**Data to examine**
*** Block opens ***
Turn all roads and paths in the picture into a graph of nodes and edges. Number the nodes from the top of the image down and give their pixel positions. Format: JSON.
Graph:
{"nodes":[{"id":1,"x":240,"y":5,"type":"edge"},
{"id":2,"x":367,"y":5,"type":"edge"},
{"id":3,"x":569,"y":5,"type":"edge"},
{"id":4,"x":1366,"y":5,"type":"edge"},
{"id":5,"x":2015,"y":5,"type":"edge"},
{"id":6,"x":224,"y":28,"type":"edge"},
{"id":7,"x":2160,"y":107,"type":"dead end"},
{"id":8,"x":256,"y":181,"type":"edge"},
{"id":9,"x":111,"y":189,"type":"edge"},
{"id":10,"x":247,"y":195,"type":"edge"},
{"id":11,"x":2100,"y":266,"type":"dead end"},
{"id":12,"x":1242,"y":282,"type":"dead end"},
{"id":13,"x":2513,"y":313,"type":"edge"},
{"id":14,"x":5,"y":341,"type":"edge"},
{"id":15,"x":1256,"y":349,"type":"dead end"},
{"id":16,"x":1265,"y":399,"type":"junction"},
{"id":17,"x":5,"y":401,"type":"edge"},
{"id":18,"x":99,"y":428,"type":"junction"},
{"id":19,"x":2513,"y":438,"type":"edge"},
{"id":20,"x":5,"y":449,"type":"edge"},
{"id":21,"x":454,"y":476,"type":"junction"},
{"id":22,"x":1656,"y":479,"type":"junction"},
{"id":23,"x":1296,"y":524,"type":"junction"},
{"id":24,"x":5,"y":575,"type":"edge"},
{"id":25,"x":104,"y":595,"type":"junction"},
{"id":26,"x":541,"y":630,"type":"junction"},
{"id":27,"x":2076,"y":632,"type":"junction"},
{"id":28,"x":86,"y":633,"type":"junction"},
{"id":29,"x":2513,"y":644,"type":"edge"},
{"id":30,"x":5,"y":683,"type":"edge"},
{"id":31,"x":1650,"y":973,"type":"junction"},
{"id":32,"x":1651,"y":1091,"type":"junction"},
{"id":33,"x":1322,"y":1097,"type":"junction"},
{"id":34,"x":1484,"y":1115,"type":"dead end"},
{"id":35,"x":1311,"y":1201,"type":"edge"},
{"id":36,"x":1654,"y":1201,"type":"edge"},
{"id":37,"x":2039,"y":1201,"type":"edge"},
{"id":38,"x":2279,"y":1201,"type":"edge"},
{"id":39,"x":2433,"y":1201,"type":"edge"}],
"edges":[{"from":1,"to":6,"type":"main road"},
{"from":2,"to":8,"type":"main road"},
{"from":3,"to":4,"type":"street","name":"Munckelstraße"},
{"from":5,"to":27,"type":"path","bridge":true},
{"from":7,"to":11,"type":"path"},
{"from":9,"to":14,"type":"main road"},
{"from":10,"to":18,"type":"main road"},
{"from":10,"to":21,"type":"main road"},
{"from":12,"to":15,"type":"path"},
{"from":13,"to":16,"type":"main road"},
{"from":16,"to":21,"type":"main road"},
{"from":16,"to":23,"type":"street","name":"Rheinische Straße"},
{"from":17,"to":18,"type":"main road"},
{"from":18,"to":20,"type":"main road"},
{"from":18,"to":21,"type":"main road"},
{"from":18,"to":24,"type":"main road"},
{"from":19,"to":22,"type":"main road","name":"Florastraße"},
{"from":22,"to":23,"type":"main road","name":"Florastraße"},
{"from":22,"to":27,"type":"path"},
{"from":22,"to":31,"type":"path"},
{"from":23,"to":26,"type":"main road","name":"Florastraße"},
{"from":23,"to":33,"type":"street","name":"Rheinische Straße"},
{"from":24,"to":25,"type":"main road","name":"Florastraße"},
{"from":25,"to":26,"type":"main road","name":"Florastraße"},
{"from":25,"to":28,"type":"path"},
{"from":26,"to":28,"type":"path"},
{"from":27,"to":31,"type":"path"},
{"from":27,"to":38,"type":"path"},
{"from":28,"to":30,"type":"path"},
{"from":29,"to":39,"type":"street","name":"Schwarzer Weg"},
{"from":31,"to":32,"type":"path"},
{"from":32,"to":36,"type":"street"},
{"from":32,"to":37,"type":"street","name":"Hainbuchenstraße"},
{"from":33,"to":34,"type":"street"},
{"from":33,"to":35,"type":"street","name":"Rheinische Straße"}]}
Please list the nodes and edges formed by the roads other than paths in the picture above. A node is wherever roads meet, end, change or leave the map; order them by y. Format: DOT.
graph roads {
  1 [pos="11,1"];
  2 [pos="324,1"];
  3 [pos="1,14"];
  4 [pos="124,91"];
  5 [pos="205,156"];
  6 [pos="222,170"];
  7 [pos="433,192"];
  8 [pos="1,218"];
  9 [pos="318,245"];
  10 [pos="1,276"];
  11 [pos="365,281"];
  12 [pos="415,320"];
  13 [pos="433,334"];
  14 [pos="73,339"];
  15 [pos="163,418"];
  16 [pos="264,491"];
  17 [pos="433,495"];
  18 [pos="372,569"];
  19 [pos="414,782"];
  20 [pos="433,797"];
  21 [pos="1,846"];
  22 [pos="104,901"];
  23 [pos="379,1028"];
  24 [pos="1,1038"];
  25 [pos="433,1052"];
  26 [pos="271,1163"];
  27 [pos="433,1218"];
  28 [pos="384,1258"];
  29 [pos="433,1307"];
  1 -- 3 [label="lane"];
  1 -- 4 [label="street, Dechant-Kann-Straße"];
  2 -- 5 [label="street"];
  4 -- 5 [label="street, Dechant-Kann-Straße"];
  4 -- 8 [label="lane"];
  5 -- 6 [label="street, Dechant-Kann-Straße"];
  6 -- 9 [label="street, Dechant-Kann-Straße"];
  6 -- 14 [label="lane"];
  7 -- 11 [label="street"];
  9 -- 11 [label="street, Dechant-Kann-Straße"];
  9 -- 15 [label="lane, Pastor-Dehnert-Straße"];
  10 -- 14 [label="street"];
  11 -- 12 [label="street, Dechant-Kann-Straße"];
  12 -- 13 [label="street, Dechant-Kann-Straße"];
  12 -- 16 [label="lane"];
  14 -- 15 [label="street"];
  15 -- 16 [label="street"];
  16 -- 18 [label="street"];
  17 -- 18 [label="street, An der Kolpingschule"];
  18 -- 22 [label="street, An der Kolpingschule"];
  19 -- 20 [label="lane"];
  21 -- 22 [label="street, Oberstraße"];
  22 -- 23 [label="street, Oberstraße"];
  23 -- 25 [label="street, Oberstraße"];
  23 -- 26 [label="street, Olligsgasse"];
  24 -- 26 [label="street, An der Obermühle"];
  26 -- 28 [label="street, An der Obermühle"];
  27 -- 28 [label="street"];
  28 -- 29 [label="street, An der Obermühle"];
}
*** Block closes ***
**About this exercise**
Send back the complete listing, identical to the original in every line.

**Solution to the exercise**
Turn all roads and paths in the picture into a graph of nodes and edges. Number the nodes from the top of the image down and give their pixel positions. Format: JSON.
Graph:
{"nodes":[{"id":1,"x":240,"y":5,"type":"edge"},
{"id":2,"x":367,"y":5,"type":"edge"},
{"id":3,"x":569,"y":5,"type":"edge"},
{"id":4,"x":1366,"y":5,"type":"edge"},
{"id":5,"x":2015,"y":5,"type":"edge"},
{"id":6,"x":224,"y":28,"type":"edge"},
{"id":7,"x":2160,"y":107,"type":"dead end"},
{"id":8,"x":256,"y":181,"type":"edge"},
{"id":9,"x":111,"y":189,"type":"edge"},
{"id":10,"x":247,"y":195,"type":"edge"},
{"id":11,"x":2100,"y":266,"type":"dead end"},
{"id":12,"x":1242,"y":282,"type":"dead end"},
{"id":13,"x":2513,"y":313,"type":"edge"},
{"id":14,"x":5,"y":341,"type":"edge"},
{"id":15,"x":1256,"y":349,"type":"dead end"},
{"id":16,"x":1265,"y":399,"type":"junction"},
{"id":17,"x":5,"y":401,"type":"edge"},
{"id":18,"x":99,"y":428,"type":"junction"},
{"id":19,"x":2513,"y":438,"type":"edge"},
{"id":20,"x":5,"y":449,"type":"edge"},
{"id":21,"x":454,"y":476,"type":"junction"},
{"id":22,"x":1656,"y":479,"type":"junction"},
{"id":23,"x":1296,"y":524,"type":"junction"},
{"id":24,"x":5,"y":575,"type":"edge"},
{"id":25,"x":104,"y":595,"type":"junction"},
{"id":26,"x":541,"y":630,"type":"junction"},
{"id":27,"x":2076,"y":632,"type":"junction"},
{"id":28,"x":86,"y":633,"type":"junction"},
{"id":29,"x":2513,"y":644,"type":"edge"},
{"id":30,"x":5,"y":683,"type":"edge"},
{"id":31,"x":1650,"y":973,"type":"junction"},
{"id":32,"x":1651,"y":1091,"type":"junction"},
{"id":33,"x":1322,"y":1097,"type":"junction"},
{"id":34,"x":1484,"y":1115,"type":"dead end"},
{"id":35,"x":1311,"y":1201,"type":"edge"},
{"id":36,"x":1654,"y":1201,"type":"edge"},
{"id":37,"x":2039,"y":1201,"type":"edge"},
{"id":38,"x":2279,"y":1201,"type":"edge"},
{"id":39,"x":2433,"y":1201,"type":"edge"}],
"edges":[{"from":1,"to":6,"type":"main road"},
{"from":2,"to":8,"type":"main road"},
{"from":3,"to":4,"type":"street","name":"Munckelstraße"},
{"from":5,"to":27,"type":"path","bridge":true},
{"from":7,"to":11,"type":"path"},
{"from":9,"to":14,"type":"main road"},
{"from":10,"to":18,"type":"main road"},
{"from":10,"to":21,"type":"main road"},
{"from":12,"to":15,"type":"path"},
{"from":13,"to":16,"type":"main road"},
{"from":16,"to":21,"type":"main road"},
{"from":16,"to":23,"type":"street","name":"Rheinische Straße"},
{"from":17,"to":18,"type":"main road"},
{"from":18,"to":20,"type":"main road"},
{"from":18,"to":21,"type":"main road"},
{"from":18,"to":24,"type":"main road"},
{"from":19,"to":22,"type":"main road","name":"Florastraße"},
{"from":22,"to":23,"type":"main road","name":"Florastraße"},
{"from":22,"to":27,"type":"path"},
{"from":22,"to":31,"type":"path"},
{"from":23,"to":26,"type":"main road","name":"Florastraße"},
{"from":23,"to":33,"type":"street","name":"Rheinische Straße"},
{"from":24,"to":25,"type":"main road","name":"Florastraße"},
{"from":25,"to":26,"type":"main road","name":"Florastraße"},
{"from":25,"to":28,"type":"path"},
{"from":26,"to":28,"type":"path"},
{"from":27,"to":31,"type":"path"},
{"from":27,"to":38,"type":"path"},
{"from":28,"to":30,"type":"path"},
{"from":29,"to":39,"type":"street","name":"Schwarzer Weg"},
{"from":31,"to":32,"type":"path"},
{"from":32,"to":36,"type":"street"},
{"from":32,"to":37,"type":"street","name":"Hainbuchenstraße"},
{"from":33,"to":34,"type":"street"},
{"from":33,"to":35,"type":"street","name":"Rheinische Straße"}]}
Please list the nodes and edges formed by the roads other than paths in the picture above. A node is wherever roads meet, end, change or leave the map; order them by y. Format: DOT.
graph roads {
  1 [pos="11,1"];
  2 [pos="324,1"];
  3 [pos="1,14"];
  4 [pos="124,91"];
  5 [pos="205,156"];
  6 [pos="222,170"];
  7 [pos="433,192"];
  8 [pos="1,218"];
  9 [pos="318,245"];
  10 [pos="1,276"];
  11 [pos="365,281"];
  12 [pos="415,320"];
  13 [pos="433,334"];
  14 [pos="73,339"];
  15 [pos="163,418"];
  16 [pos="264,491"];
  17 [pos="433,495"];
  18 [pos="372,569"];
  19 [pos="414,782"];
  20 [pos="433,797"];
  21 [pos="1,846"];
  22 [pos="104,901"];
  23 [pos="379,1028"];
  24 [pos="1,1038"];
  25 [pos="433,1052"];
  26 [pos="271,1163"];
  27 [pos="433,1218"];
  28 [pos="384,1258"];
  29 [pos="433,1307"];
  1 -- 3 [label="lane"];
  1 -- 4 [label="street, Dechant-Kann-Straße"];
  2 -- 5 [label="street"];
  4 -- 5 [label="street, Dechant-Kann-Straße"];
  4 -- 8 [label="lane"];
  5 -- 6 [label="street, Dechant-Kann-Straße"];
  6 -- 9 [label="street, Dechant-Kann-Straße"];
  6 -- 14 [label="lane"];
  7 -- 11 [label="street"];
  9 -- 11 [label="street, Dechant-Kann-Straße"];
  9 -- 15 [label="lane, Pastor-Dehnert-Straße"];
  10 -- 14 [label="street"];
  11 -- 12 [label="street, Dechant-Kann-Straße"];
  12 -- 13 [label="street, Dechant-Kann-Straße"];
  12 -- 16 [label="lane"];
  14 -- 15 [label="street"];
  15 -- 16 [label="street"];
  16 -- 18 [label="street"];
  17 -- 18 [label="street, An der Kolpingschule"];
  18 -- 22 [label="street, An der Kolpingschule"];
  19 -- 20 [label="lane"];
  21 -- 22 [label="street, Oberstraße"];
  22 -- 23 [label="street, Oberstraße"];
  23 -- 25 [label="street, Oberstraße"];
  23 -- 26 [label="street, Olligsgasse"];
  24 -- 26 [label="street, An der Obermühle"];
  26 -- 28 [label="street, An der Obermühle"];
  27 -- 28 [label="street"];
  28 -- 29 [label="street, An der Obermühle"];
}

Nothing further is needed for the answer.